## Exercise goal:
When you return the entries, keep every word and mark exactly as it is.

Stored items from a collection
▼

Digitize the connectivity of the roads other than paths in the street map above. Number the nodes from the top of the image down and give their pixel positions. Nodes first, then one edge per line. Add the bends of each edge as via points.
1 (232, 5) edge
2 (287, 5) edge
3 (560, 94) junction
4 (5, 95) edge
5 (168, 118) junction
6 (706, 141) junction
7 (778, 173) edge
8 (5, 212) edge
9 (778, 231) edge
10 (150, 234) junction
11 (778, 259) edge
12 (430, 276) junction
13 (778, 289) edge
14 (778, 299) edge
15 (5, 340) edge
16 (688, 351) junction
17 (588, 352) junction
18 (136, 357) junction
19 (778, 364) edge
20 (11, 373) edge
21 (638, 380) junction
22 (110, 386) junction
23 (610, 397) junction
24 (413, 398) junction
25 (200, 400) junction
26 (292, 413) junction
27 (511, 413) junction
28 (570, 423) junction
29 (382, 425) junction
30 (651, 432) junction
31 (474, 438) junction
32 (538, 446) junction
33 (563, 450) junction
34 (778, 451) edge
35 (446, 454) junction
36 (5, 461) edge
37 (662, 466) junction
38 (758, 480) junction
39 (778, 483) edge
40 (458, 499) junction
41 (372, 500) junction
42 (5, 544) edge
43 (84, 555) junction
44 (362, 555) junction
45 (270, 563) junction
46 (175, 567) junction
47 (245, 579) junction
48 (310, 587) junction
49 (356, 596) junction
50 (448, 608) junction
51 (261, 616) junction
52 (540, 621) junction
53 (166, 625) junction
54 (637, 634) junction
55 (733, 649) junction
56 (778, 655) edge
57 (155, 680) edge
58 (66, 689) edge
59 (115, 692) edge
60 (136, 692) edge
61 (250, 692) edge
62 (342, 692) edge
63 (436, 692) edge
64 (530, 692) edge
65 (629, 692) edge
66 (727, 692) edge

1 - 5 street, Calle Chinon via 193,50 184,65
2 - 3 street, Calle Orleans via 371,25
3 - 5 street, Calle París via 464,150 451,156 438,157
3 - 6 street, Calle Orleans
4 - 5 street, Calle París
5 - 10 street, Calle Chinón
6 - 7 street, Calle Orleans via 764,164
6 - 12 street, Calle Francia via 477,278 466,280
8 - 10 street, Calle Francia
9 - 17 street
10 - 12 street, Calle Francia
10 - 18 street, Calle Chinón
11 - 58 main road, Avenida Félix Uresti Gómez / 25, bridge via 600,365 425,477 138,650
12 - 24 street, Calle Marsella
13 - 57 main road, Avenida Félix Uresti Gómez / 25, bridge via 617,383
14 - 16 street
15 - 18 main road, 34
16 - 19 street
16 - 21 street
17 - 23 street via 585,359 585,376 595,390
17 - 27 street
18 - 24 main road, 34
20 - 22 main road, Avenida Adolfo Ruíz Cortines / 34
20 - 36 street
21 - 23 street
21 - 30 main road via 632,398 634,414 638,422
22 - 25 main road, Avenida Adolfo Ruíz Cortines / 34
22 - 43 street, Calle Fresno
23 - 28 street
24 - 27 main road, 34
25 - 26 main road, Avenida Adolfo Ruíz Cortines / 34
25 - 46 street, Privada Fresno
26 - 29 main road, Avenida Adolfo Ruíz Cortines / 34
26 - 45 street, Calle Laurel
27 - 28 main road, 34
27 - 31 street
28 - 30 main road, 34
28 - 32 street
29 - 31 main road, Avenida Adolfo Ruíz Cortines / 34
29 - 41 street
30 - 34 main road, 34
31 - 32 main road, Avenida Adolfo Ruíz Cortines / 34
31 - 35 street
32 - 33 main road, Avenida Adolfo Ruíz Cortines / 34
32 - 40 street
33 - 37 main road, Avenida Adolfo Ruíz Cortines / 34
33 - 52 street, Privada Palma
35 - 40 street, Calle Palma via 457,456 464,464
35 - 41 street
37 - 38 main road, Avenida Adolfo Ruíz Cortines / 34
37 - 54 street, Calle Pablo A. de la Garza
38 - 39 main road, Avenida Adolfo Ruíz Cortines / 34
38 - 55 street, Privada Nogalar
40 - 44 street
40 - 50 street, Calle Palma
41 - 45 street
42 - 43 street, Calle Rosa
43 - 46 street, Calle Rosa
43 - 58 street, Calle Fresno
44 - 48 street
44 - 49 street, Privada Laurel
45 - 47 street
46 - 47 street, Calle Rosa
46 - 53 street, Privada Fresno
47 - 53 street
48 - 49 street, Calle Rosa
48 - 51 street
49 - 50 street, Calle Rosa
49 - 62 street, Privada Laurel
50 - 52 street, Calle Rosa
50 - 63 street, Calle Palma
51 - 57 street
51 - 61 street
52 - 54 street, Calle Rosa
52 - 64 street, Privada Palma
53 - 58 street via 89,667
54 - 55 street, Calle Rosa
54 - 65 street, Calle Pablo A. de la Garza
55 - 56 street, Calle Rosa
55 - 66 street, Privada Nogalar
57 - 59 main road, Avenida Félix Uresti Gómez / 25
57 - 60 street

▲

## Answer section:
Digitize the connectivity of the roads other than paths in the street map above. Number the nodes from the top of the image down and give their pixel positions. Nodes first, then one edge per line. Add the bends of each edge as via points.
1 (232, 5) edge
2 (287, 5) edge
3 (560, 94) junction
4 (5, 95) edge
5 (168, 118) junction
6 (706, 141) junction
7 (778, 173) edge
8 (5, 212) edge
9 (778, 231) edge
10 (150, 234) junction
11 (778, 259) edge
12 (430, 276) junction
13 (778, 289) edge
14 (778, 299) edge
15 (5, 340) edge
16 (688, 351) junction
17 (588, 352) junction
18 (136, 357) junction
19 (778, 364) edge
20 (11, 373) edge
21 (638, 380) junction
22 (110, 386) junction
23 (610, 397) junction
24 (413, 398) junction
25 (200, 400) junction
26 (292, 413) junction
27 (511, 413) junction
28 (570, 423) junction
29 (382, 425) junction
30 (651, 432) junction
31 (474, 438) junction
32 (538, 446) junction
33 (563, 450) junction
34 (778, 451) edge
35 (446, 454) junction
36 (5, 461) edge
37 (662, 466) junction
38 (758, 480) junction
39 (778, 483) edge
40 (458, 499) junction
41 (372, 500) junction
42 (5, 544) edge
43 (84, 555) junction
44 (362, 555) junction
45 (270, 563) junction
46 (175, 567) junction
47 (245, 579) junction
48 (310, 587) junction
49 (356, 596) junction
50 (448, 608) junction
51 (261, 616) junction
52 (540, 621) junction
53 (166, 625) junction
54 (637, 634) junction
55 (733, 649) junction
56 (778, 655) edge
57 (155, 680) edge
58 (66, 689) edge
59 (115, 692) edge
60 (136, 692) edge
61 (250, 692) edge
62 (342, 692) edge
63 (436, 692) edge
64 (530, 692) edge
65 (629, 692) edge
66 (727, 692) edge

1 - 5 street, Calle Chinon via 193,50 184,65
2 - 3 street, Calle Orleans via 371,25
3 - 5 street, Calle París via 464,150 451,156 438,157
3 - 6 street, Calle Orleans
4 - 5 street, Calle París
5 - 10 street, Calle Chinón
6 - 7 street, Calle Orleans via 764,164
6 - 12 street, Calle Francia via 477,278 466,280
8 - 10 street, Calle Francia
9 - 17 street
10 - 12 street, Calle Francia
10 - 18 street, Calle Chinón
11 - 58 main road, Avenida Félix Uresti Gómez / 25, bridge via 600,365 425,477 138,650
12 - 24 street, Calle Marsella
13 - 57 main road, Avenida Félix Uresti Gómez / 25, bridge via 617,383
14 - 16 street
15 - 18 main road, 34
16 - 19 street
16 - 21 street
17 - 23 street via 585,359 585,376 595,390
17 - 27 street
18 - 24 main road, 34
20 - 22 main road, Avenida Adolfo Ruíz Cortines / 34
20 - 36 street
21 - 23 street
21 - 30 main road via 632,398 634,414 638,422
22 - 25 main road, Avenida Adolfo Ruíz Cortines / 34
22 - 43 street, Calle Fresno
23 - 28 street
24 - 27 main road, 34
25 - 26 main road, Avenida Adolfo Ruíz Cortines / 34
25 - 46 street, Privada Fresno
26 - 29 main road, Avenida Adolfo Ruíz Cortines / 34
26 - 45 street, Calle Laurel
27 - 28 main road, 34
27 - 31 street
28 - 30 main road, 34
28 - 32 street
29 - 31 main road, Avenida Adolfo Ruíz Cortines / 34
29 - 41 street
30 - 34 main road, 34
31 - 32 main road, Avenida Adolfo Ruíz Cortines / 34
31 - 35 street
32 - 33 main road, Avenida Adolfo Ruíz Cortines / 34
32 - 40 street
33 - 37 main road, Avenida Adolfo Ruíz Cortines / 34
33 - 52 street, Privada Palma
35 - 40 street, Calle Palma via 457,456 464,464
35 - 41 street
37 - 38 main road, Avenida Adolfo Ruíz Cortines / 34
37 - 54 street, Calle Pablo A. de la Garza
38 - 39 main road, Avenida Adolfo Ruíz Cortines / 34
38 - 55 street, Privada Nogalar
40 - 44 street
40 - 50 street, Calle Palma
41 - 45 street
42 - 43 street, Calle Rosa
43 - 46 street, Calle Rosa
43 - 58 street, Calle Fresno
44 - 48 street
44 - 49 street, Privada Laurel
45 - 47 street
46 - 47 street, Calle Rosa
46 - 53 street, Privada Fresno
47 - 53 street
48 - 49 street, Calle Rosa
48 - 51 street
49 - 50 street, Calle Rosa
49 - 62 street, Privada Laurel
50 - 52 street, Calle Rosa
50 - 63 street, Calle Palma
51 - 57 street
51 - 61 street
52 - 54 street, Calle Rosa
52 - 64 street, Privada Palma
53 - 58 street via 89,667
54 - 55 street, Calle Rosa
54 - 65 street, Calle Pablo A. de la Garza
55 - 56 street, Calle Rosa
55 - 66 street, Privada Nogalar
57 - 59 main road, Avenida Félix Uresti Gómez / 25
57 - 60 street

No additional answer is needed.